= What you will do =
Going line by line through the data below, report how many lines include the word "Жасминовая", with nothing added.
-- Opening Marker --
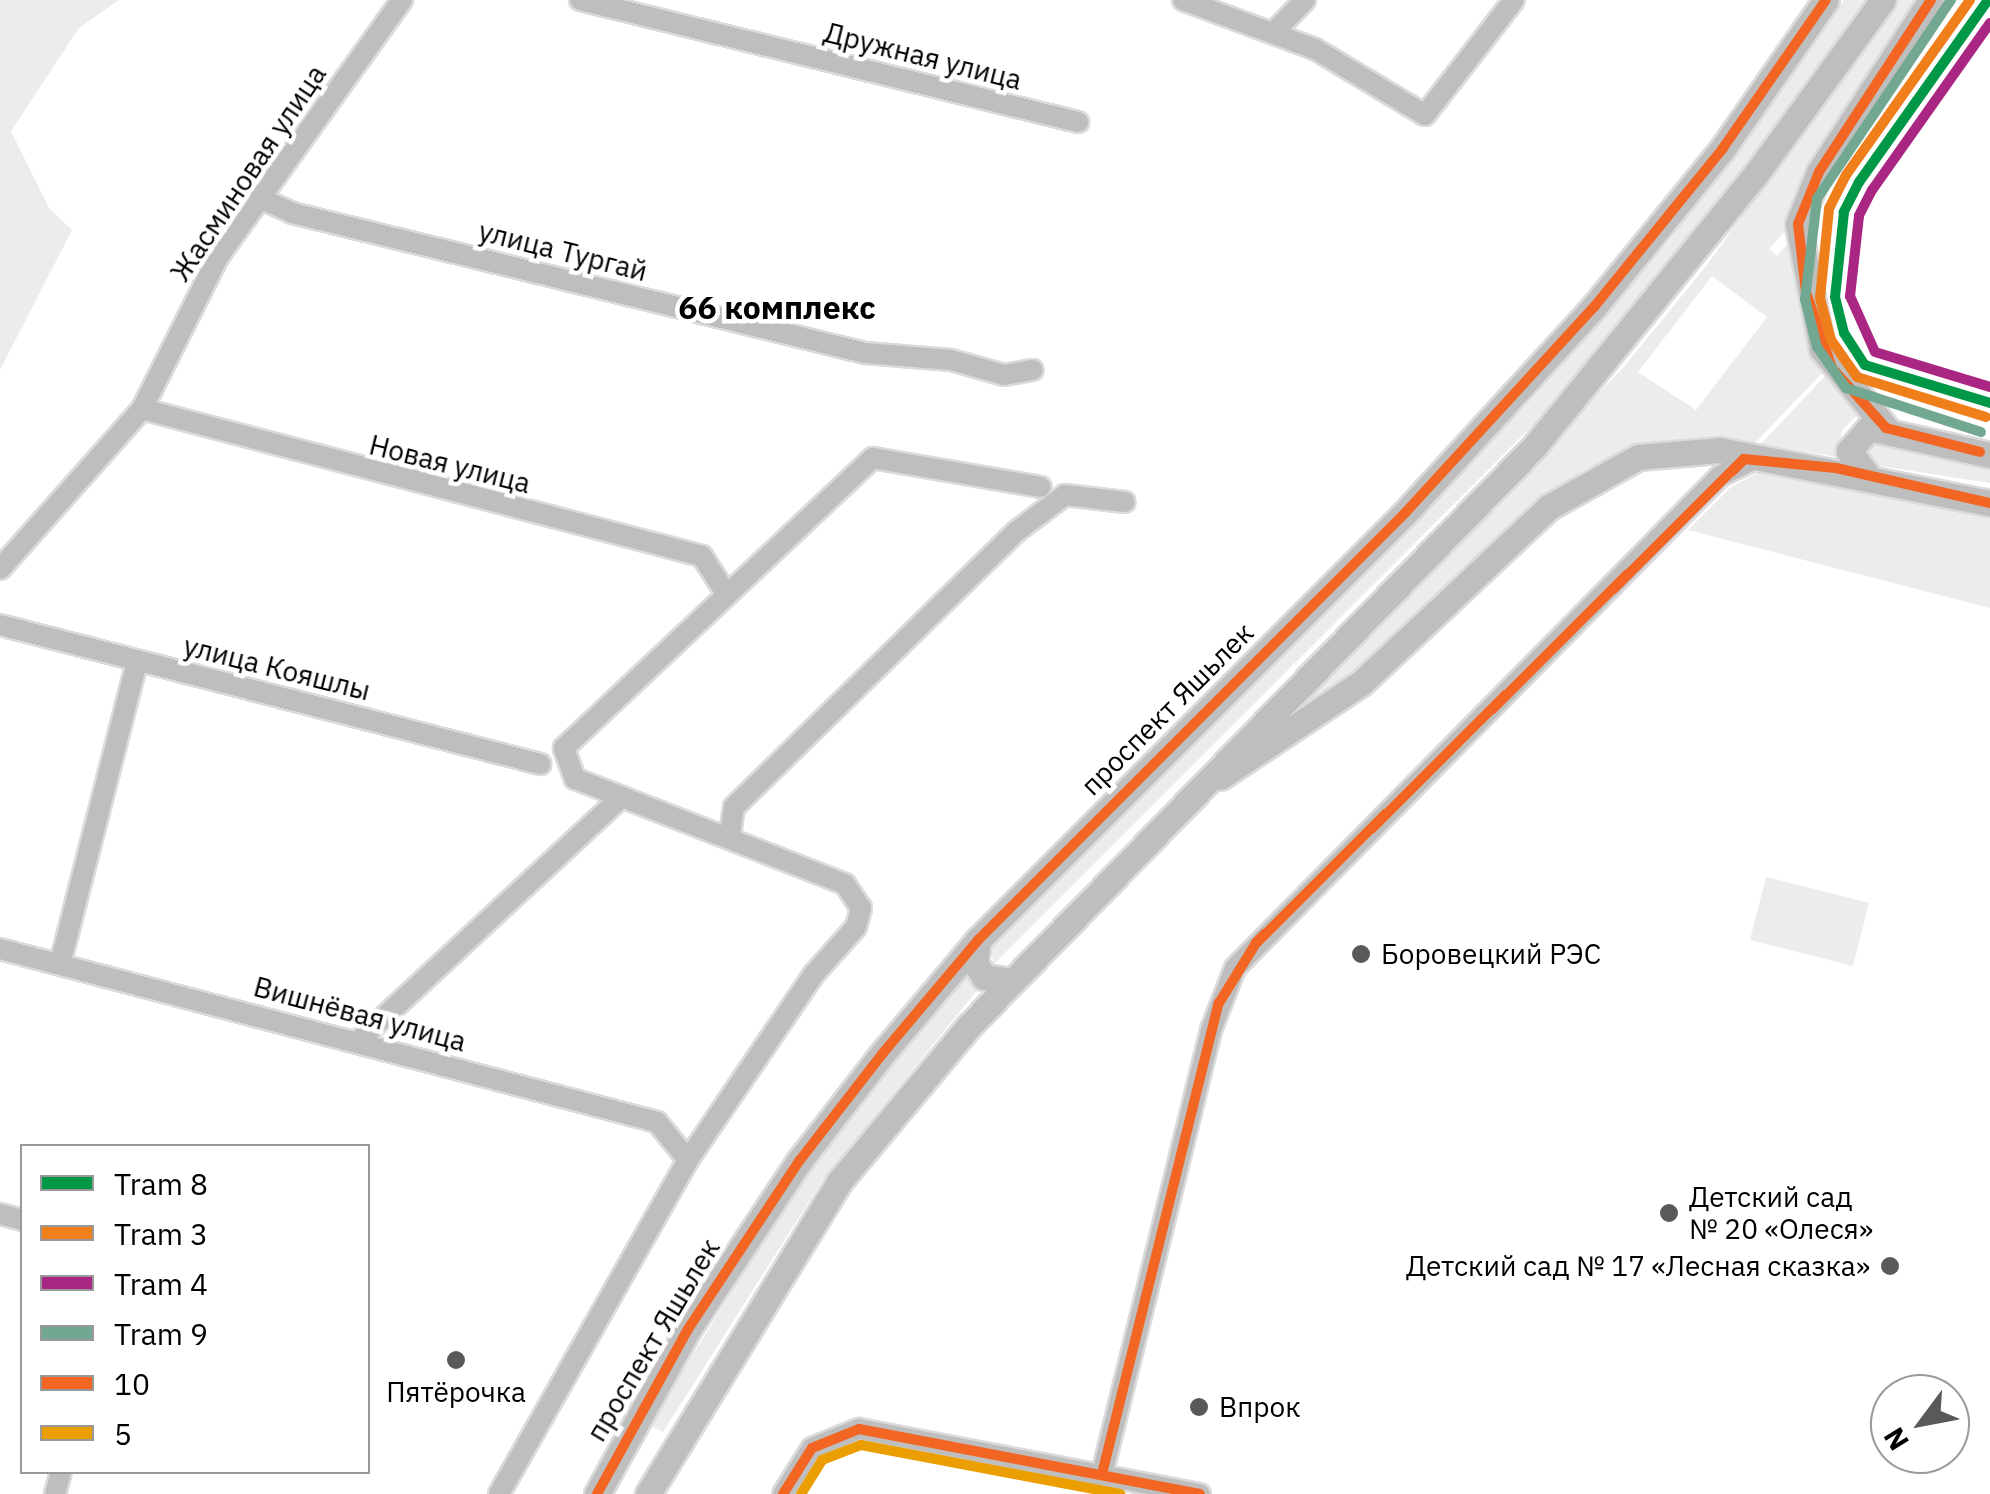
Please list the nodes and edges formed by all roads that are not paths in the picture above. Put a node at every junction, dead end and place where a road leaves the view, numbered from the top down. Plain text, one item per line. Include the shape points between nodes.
1 (402, 0) edge
2 (580, 0) edge
3 (1183, 0) edge
4 (1305, 0) edge
5 (1514, 0) edge
6 (1826, 0) edge
7 (1883, 0) edge
8 (1931, 0) edge
9 (1275, 31) junction
10 (1078, 122) dead end
11 (259, 198) junction
12 (1033, 370) dead end
13 (142, 409) junction
14 (1886, 428) junction
15 (1990, 455) edge
16 (1757, 458) junction
17 (1866, 474) junction
18 (1041, 487) dead end
19 (1125, 502) dead end
20 (1990, 504) edge
21 (0, 569) edge
22 (727, 595) junction
23 (0, 625) edge
24 (137, 661) junction
25 (540, 764) dead end
26 (622, 798) junction
27 (1182, 801) junction
28 (730, 836) junction
29 (978, 940) junction
30 (0, 950) edge
31 (60, 964) junction
32 (1012, 980) junction
33 (358, 1042) junction
34 (688, 1160) junction
35 (622, 1450) junction
36 (1103, 1470) junction
37 (652, 1485) edge
38 (499, 1494) edge
39 (596, 1494) edge
40 (784, 1494) edge
41 (1200, 1494) edge

1 - 11 street, Жасминовая улица
2 - 10 street, Дружная улица
3 - 9 street
4 - 9 street
5 - 9 street via 1425,115
6 - 29 main road, проспект Яшьлек via 1723,148 1594,307 1406,512
7 - 27 main road via 1756,174 1534,447
8 - 14 main road via 1820,172 1798,224 1822,349
11 - 12 street, улица Тургай via 292,213 865,354 952,360 1004,374
11 - 13 street, Жасминовая улица via 210,269
13 - 21 street, Жасминовая улица
13 - 22 street, Новая улица via 702,556
14 - 15 main road
14 - 17 main road via 1852,439 1853,463
16 - 17 main road
16 - 27 main road via 1719,450 1638,457 1587,480 1339,701
16 - 36 street via 1720,476 1235,968 1211,1030
17 - 20 main road
18 - 22 street via 873,458
19 - 28 street via 1065,495 1017,531 734,806
22 - 26 street via 564,748 575,779
23 - 24 street, улица Кояшлы
24 - 25 street, улица Кояшлы
24 - 31 street
26 - 28 street
26 - 33 street
27 - 32 main road
28 - 34 street via 845,884 861,908 856,926 814,974
29 - 32 main road via 975,962 984,978
29 - 35 main road, проспект Яшьлек via 800,1160 688,1329
30 - 31 street, Вишнёвая улица
31 - 33 street, Вишнёвая улица
32 - 37 main road via 838,1182
33 - 34 street, Вишнёвая улица via 657,1122
34 - 38 street
35 - 37 main road via 650,1437
35 - 39 main road, проспект Яшьлек
36 - 40 street via 1058,1472 859,1429 812,1448
36 - 41 street

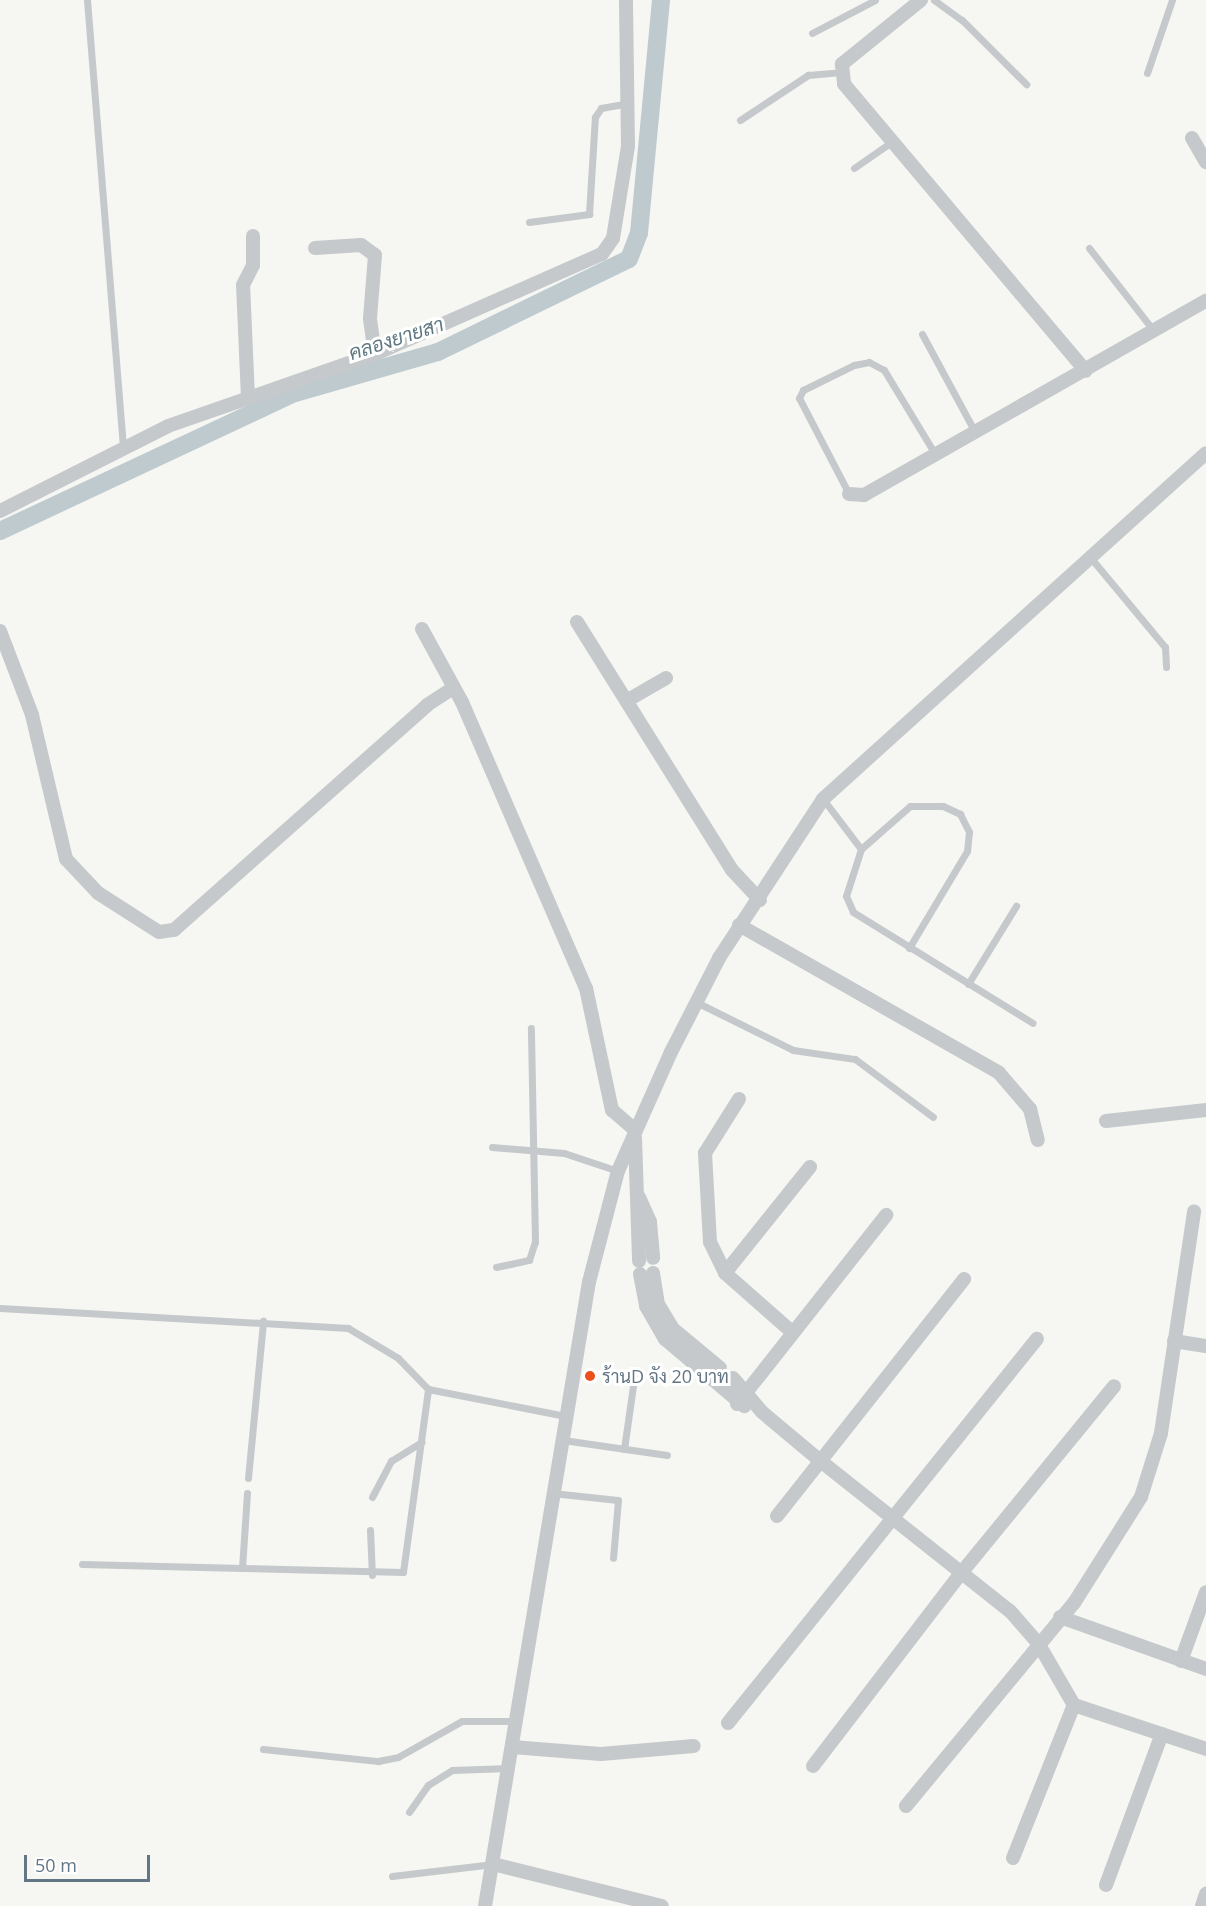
-- Closing Marker --
= Response area =
3